# WHAT TO WORK ON
This exercise asks for a copy of each line in the records below with the word "Chapel" in it.

(Stored data entries)

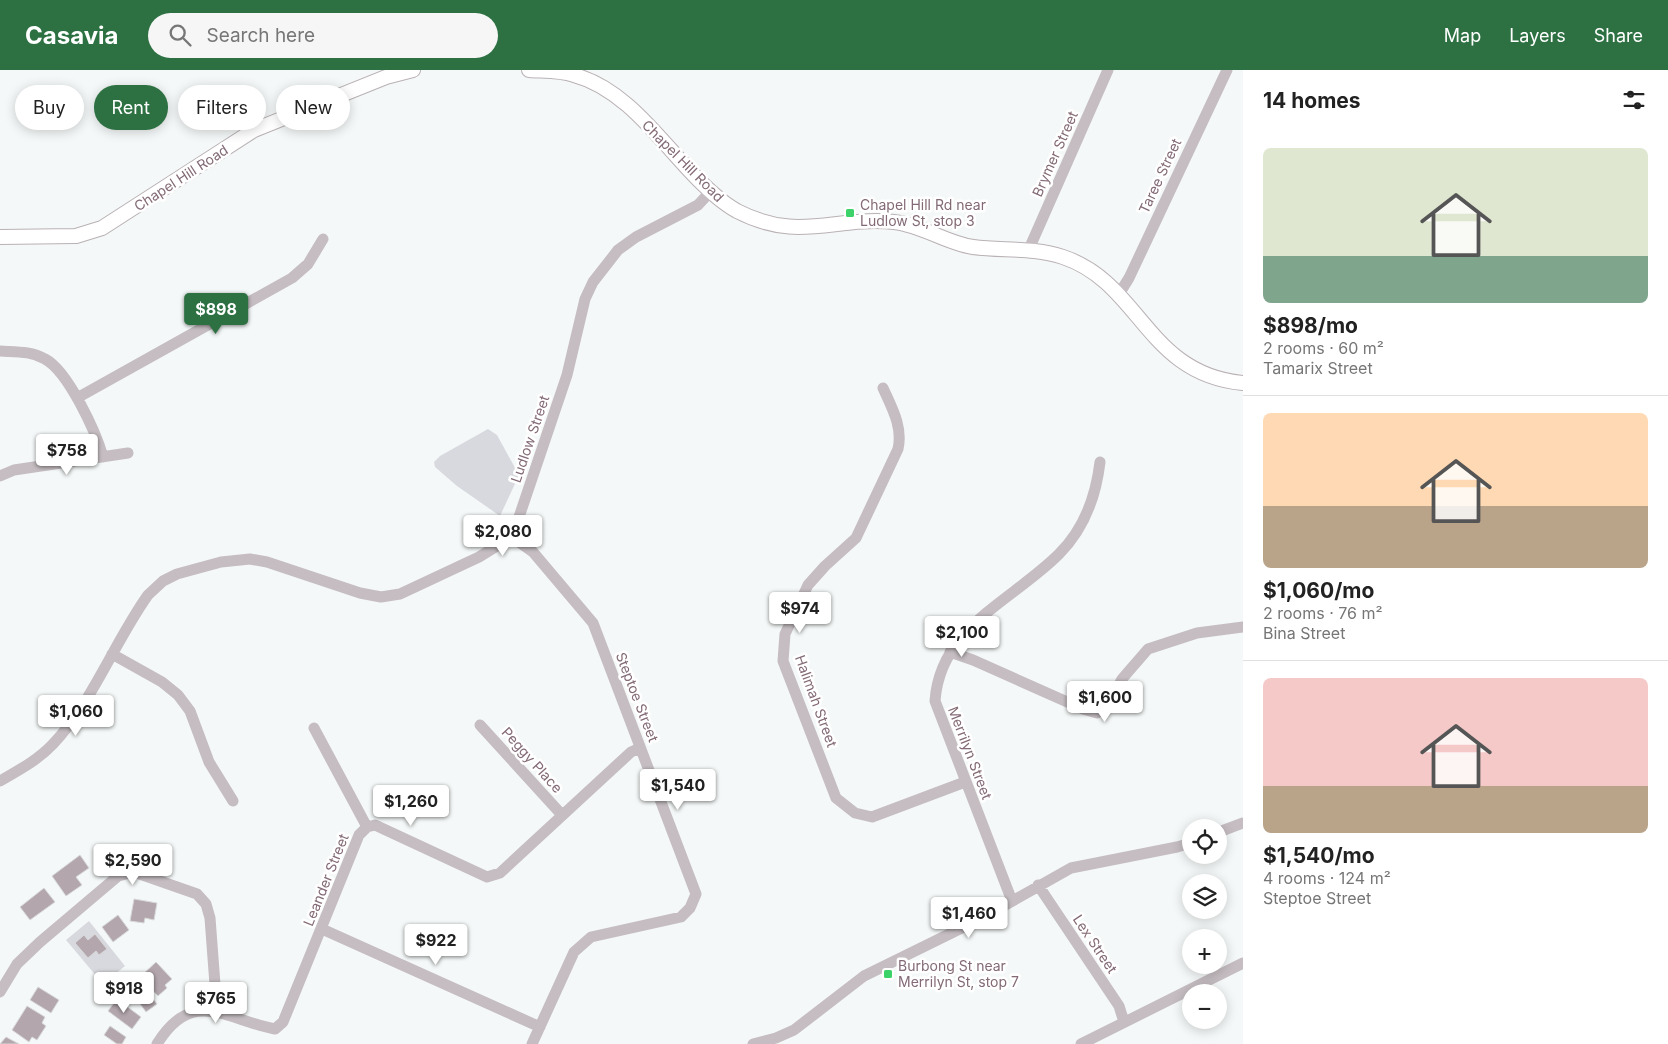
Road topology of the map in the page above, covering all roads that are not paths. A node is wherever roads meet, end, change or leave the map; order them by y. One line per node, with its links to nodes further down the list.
1 (413, 70): 6 (main road, Chapel Hill Road)
2 (529, 70): 5 (main road, Chapel Hill Road)
3 (1108, 70): 8 (street, Brymer Street)
4 (1227, 70): 9 (street, Taree Street)
5 (710, 192): 8 (main road, Chapel Hill Road); 18 (street, Ludlow Street)
6 (0, 237)
7 (323, 239): 13 (street)
8 (1029, 249): 9 (main road, Chapel Hill Road)
9 (1119, 294): 11 (main road, Chapel Hill Road)
10 (0, 351): 13 (street)
11 (1243, 383)
12 (883, 388): 26 (street, Halimah Street)
13 (77, 398): 15 (street)
14 (128, 453): 15 (street)
15 (102, 457): 17 (street)
16 (1100, 462): 20 (street, Merrilyn Street)
17 (0, 476)
18 (509, 535): 21 (street, Ludlow Street); 24 (street, Steptoe Street)
19 (1243, 627): 20 (street)
20 (950, 652): 26 (street, Merrilyn Street)
21 (112, 654): 25 (street, Ludlow Street); 27 (street)
22 (480, 725): 28 (street, Peggy Place)
23 (314, 728): 30 (street)
24 (640, 748): 28 (street, Leander Street); 40 (street, Steptoe Street)
25 (0, 781)
26 (965, 782): 34 (street, Merrilyn Street)
27 (233, 802)
28 (562, 815): 30 (street, Leander Street)
29 (1243, 823): 31 (street)
30 (366, 827): 35 (street, Leander Street)
31 (1227, 829)
32 (1182, 845): 33 (street)
33 (1038, 885): 34 (street); 39 (street, Lex Street)
34 (1012, 901): 43 (street)
35 (322, 929): 38 (street, Leander Street); 40 (street)
36 (1243, 963): 39 (street)
37 (0, 992): 38 (street)
38 (217, 1011): 41 (street)
39 (1124, 1022): 44 (street)
40 (540, 1027): 42 (street, Steptoe Street)
41 (157, 1044)
42 (532, 1044)
43 (753, 1044)
44 (1081, 1044)

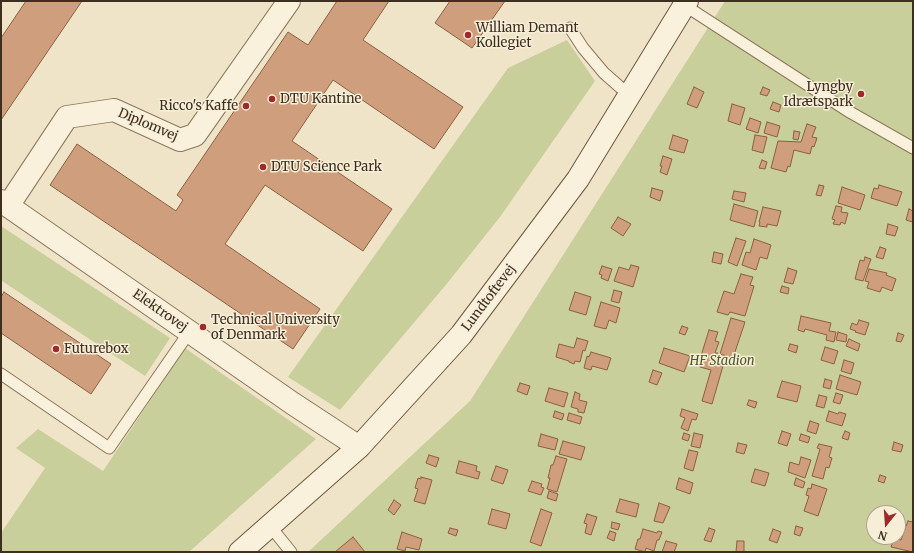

# RESPONSE TO THIS TASK
1 (413, 70): 6 (main road, Chapel Hill Road)
2 (529, 70): 5 (main road, Chapel Hill Road)
5 (710, 192): 8 (main road, Chapel Hill Road); 18 (street, Ludlow Street)
8 (1029, 249): 9 (main road, Chapel Hill Road)
9 (1119, 294): 11 (main road, Chapel Hill Road)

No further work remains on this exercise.